• _Saved data entries_:
★ ★ ★ ★
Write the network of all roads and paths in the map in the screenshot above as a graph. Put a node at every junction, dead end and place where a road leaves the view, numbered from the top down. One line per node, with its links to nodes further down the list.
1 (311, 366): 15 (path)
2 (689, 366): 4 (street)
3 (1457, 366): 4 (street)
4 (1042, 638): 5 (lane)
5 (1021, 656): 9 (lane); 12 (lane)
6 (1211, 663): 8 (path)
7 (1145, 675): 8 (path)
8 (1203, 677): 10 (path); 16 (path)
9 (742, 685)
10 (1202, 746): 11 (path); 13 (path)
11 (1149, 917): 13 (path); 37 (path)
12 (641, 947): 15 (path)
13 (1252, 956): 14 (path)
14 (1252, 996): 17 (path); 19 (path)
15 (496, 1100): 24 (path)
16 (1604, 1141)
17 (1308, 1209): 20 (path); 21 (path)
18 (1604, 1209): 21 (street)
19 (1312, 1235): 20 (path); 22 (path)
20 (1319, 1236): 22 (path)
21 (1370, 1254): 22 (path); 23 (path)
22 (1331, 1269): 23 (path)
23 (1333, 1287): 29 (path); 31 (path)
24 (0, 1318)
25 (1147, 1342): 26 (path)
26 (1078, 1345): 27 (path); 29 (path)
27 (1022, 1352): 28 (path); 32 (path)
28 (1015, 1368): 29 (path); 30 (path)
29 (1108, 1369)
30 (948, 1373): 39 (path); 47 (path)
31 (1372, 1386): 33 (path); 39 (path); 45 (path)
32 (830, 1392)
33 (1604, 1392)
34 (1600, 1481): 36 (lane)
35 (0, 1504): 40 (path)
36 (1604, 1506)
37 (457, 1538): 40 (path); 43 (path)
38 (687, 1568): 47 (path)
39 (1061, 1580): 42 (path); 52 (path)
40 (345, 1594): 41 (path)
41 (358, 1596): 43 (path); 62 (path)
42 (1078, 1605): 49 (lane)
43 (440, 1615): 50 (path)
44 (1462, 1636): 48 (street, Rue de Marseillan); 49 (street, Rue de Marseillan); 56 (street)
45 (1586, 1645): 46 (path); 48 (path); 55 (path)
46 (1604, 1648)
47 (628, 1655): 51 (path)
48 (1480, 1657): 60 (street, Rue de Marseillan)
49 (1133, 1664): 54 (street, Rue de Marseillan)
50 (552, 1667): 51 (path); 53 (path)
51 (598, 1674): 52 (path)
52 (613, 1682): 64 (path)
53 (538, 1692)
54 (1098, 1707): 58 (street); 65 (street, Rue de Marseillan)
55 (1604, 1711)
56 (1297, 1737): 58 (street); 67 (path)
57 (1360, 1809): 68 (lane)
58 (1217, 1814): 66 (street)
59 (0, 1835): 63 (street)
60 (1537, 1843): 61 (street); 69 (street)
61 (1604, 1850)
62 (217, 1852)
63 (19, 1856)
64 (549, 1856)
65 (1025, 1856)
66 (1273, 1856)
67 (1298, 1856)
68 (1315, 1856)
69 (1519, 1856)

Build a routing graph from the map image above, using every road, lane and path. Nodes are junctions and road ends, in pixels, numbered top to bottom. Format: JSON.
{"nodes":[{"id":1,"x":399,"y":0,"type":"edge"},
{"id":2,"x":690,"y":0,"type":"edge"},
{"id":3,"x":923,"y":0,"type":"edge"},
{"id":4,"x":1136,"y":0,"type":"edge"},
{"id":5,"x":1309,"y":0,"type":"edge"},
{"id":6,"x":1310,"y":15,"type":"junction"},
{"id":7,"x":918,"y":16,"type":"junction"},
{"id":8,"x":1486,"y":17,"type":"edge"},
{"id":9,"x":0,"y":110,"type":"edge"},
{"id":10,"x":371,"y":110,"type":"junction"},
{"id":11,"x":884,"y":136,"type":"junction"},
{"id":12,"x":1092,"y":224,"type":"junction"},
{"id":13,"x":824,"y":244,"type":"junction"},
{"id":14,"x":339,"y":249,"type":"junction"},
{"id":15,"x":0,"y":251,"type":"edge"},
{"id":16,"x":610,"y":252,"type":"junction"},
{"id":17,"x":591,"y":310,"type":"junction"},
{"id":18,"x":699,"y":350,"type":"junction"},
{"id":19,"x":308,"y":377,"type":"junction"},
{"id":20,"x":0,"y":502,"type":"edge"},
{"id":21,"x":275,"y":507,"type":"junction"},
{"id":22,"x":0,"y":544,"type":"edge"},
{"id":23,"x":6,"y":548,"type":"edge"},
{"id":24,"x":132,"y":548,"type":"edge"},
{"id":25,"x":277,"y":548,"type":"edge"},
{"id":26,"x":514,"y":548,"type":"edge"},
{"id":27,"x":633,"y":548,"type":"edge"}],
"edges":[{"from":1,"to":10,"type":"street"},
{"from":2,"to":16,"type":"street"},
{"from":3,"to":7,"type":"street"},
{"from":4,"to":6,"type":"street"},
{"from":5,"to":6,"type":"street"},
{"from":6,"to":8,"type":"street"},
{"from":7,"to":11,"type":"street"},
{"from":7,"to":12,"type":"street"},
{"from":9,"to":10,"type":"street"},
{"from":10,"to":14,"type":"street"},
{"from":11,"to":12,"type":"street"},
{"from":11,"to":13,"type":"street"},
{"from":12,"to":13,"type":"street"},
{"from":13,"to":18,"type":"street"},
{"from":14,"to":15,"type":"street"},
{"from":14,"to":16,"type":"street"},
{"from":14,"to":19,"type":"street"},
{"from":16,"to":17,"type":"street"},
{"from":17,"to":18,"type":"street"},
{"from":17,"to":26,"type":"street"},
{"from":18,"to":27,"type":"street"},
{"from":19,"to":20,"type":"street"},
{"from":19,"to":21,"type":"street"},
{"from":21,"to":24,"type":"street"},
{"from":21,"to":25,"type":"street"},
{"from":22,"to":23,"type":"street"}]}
★ ★ ★ ★
• _Brief_: In full and without alteration, write out each record.

• _Output_:
Write the network of all roads and paths in the map in the screenshot above as a graph. Put a node at every junction, dead end and place where a road leaves the view, numbered from the top down. One line per node, with its links to nodes further down the list.
1 (311, 366): 15 (path)
2 (689, 366): 4 (street)
3 (1457, 366): 4 (street)
4 (1042, 638): 5 (lane)
5 (1021, 656): 9 (lane); 12 (lane)
6 (1211, 663): 8 (path)
7 (1145, 675): 8 (path)
8 (1203, 677): 10 (path); 16 (path)
9 (742, 685)
10 (1202, 746): 11 (path); 13 (path)
11 (1149, 917): 13 (path); 37 (path)
12 (641, 947): 15 (path)
13 (1252, 956): 14 (path)
14 (1252, 996): 17 (path); 19 (path)
15 (496, 1100): 24 (path)
16 (1604, 1141)
17 (1308, 1209): 20 (path); 21 (path)
18 (1604, 1209): 21 (street)
19 (1312, 1235): 20 (path); 22 (path)
20 (1319, 1236): 22 (path)
21 (1370, 1254): 22 (path); 23 (path)
22 (1331, 1269): 23 (path)
23 (1333, 1287): 29 (path); 31 (path)
24 (0, 1318)
25 (1147, 1342): 26 (path)
26 (1078, 1345): 27 (path); 29 (path)
27 (1022, 1352): 28 (path); 32 (path)
28 (1015, 1368): 29 (path); 30 (path)
29 (1108, 1369)
30 (948, 1373): 39 (path); 47 (path)
31 (1372, 1386): 33 (path); 39 (path); 45 (path)
32 (830, 1392)
33 (1604, 1392)
34 (1600, 1481): 36 (lane)
35 (0, 1504): 40 (path)
36 (1604, 1506)
37 (457, 1538): 40 (path); 43 (path)
38 (687, 1568): 47 (path)
39 (1061, 1580): 42 (path); 52 (path)
40 (345, 1594): 41 (path)
41 (358, 1596): 43 (path); 62 (path)
42 (1078, 1605): 49 (lane)
43 (440, 1615): 50 (path)
44 (1462, 1636): 48 (street, Rue de Marseillan); 49 (street, Rue de Marseillan); 56 (street)
45 (1586, 1645): 46 (path); 48 (path); 55 (path)
46 (1604, 1648)
47 (628, 1655): 51 (path)
48 (1480, 1657): 60 (street, Rue de Marseillan)
49 (1133, 1664): 54 (street, Rue de Marseillan)
50 (552, 1667): 51 (path); 53 (path)
51 (598, 1674): 52 (path)
52 (613, 1682): 64 (path)
53 (538, 1692)
54 (1098, 1707): 58 (street); 65 (street, Rue de Marseillan)
55 (1604, 1711)
56 (1297, 1737): 58 (street); 67 (path)
57 (1360, 1809): 68 (lane)
58 (1217, 1814): 66 (street)
59 (0, 1835): 63 (street)
60 (1537, 1843): 61 (street); 69 (street)
61 (1604, 1850)
62 (217, 1852)
63 (19, 1856)
64 (549, 1856)
65 (1025, 1856)
66 (1273, 1856)
67 (1298, 1856)
68 (1315, 1856)
69 (1519, 1856)

Build a routing graph from the map image above, using every road, lane and path. Nodes are junctions and road ends, in pixels, numbered top to bottom. Format: JSON.
{"nodes":[{"id":1,"x":399,"y":0,"type":"edge"},
{"id":2,"x":690,"y":0,"type":"edge"},
{"id":3,"x":923,"y":0,"type":"edge"},
{"id":4,"x":1136,"y":0,"type":"edge"},
{"id":5,"x":1309,"y":0,"type":"edge"},
{"id":6,"x":1310,"y":15,"type":"junction"},
{"id":7,"x":918,"y":16,"type":"junction"},
{"id":8,"x":1486,"y":17,"type":"edge"},
{"id":9,"x":0,"y":110,"type":"edge"},
{"id":10,"x":371,"y":110,"type":"junction"},
{"id":11,"x":884,"y":136,"type":"junction"},
{"id":12,"x":1092,"y":224,"type":"junction"},
{"id":13,"x":824,"y":244,"type":"junction"},
{"id":14,"x":339,"y":249,"type":"junction"},
{"id":15,"x":0,"y":251,"type":"edge"},
{"id":16,"x":610,"y":252,"type":"junction"},
{"id":17,"x":591,"y":310,"type":"junction"},
{"id":18,"x":699,"y":350,"type":"junction"},
{"id":19,"x":308,"y":377,"type":"junction"},
{"id":20,"x":0,"y":502,"type":"edge"},
{"id":21,"x":275,"y":507,"type":"junction"},
{"id":22,"x":0,"y":544,"type":"edge"},
{"id":23,"x":6,"y":548,"type":"edge"},
{"id":24,"x":132,"y":548,"type":"edge"},
{"id":25,"x":277,"y":548,"type":"edge"},
{"id":26,"x":514,"y":548,"type":"edge"},
{"id":27,"x":633,"y":548,"type":"edge"}],
"edges":[{"from":1,"to":10,"type":"street"},
{"from":2,"to":16,"type":"street"},
{"from":3,"to":7,"type":"street"},
{"from":4,"to":6,"type":"street"},
{"from":5,"to":6,"type":"street"},
{"from":6,"to":8,"type":"street"},
{"from":7,"to":11,"type":"street"},
{"from":7,"to":12,"type":"street"},
{"from":9,"to":10,"type":"street"},
{"from":10,"to":14,"type":"street"},
{"from":11,"to":12,"type":"street"},
{"from":11,"to":13,"type":"street"},
{"from":12,"to":13,"type":"street"},
{"from":13,"to":18,"type":"street"},
{"from":14,"to":15,"type":"street"},
{"from":14,"to":16,"type":"street"},
{"from":14,"to":19,"type":"street"},
{"from":16,"to":17,"type":"street"},
{"from":17,"to":18,"type":"street"},
{"from":17,"to":26,"type":"street"},
{"from":18,"to":27,"type":"street"},
{"from":19,"to":20,"type":"street"},
{"from":19,"to":21,"type":"street"},
{"from":21,"to":24,"type":"street"},
{"from":21,"to":25,"type":"street"},
{"from":22,"to":23,"type":"street"}]}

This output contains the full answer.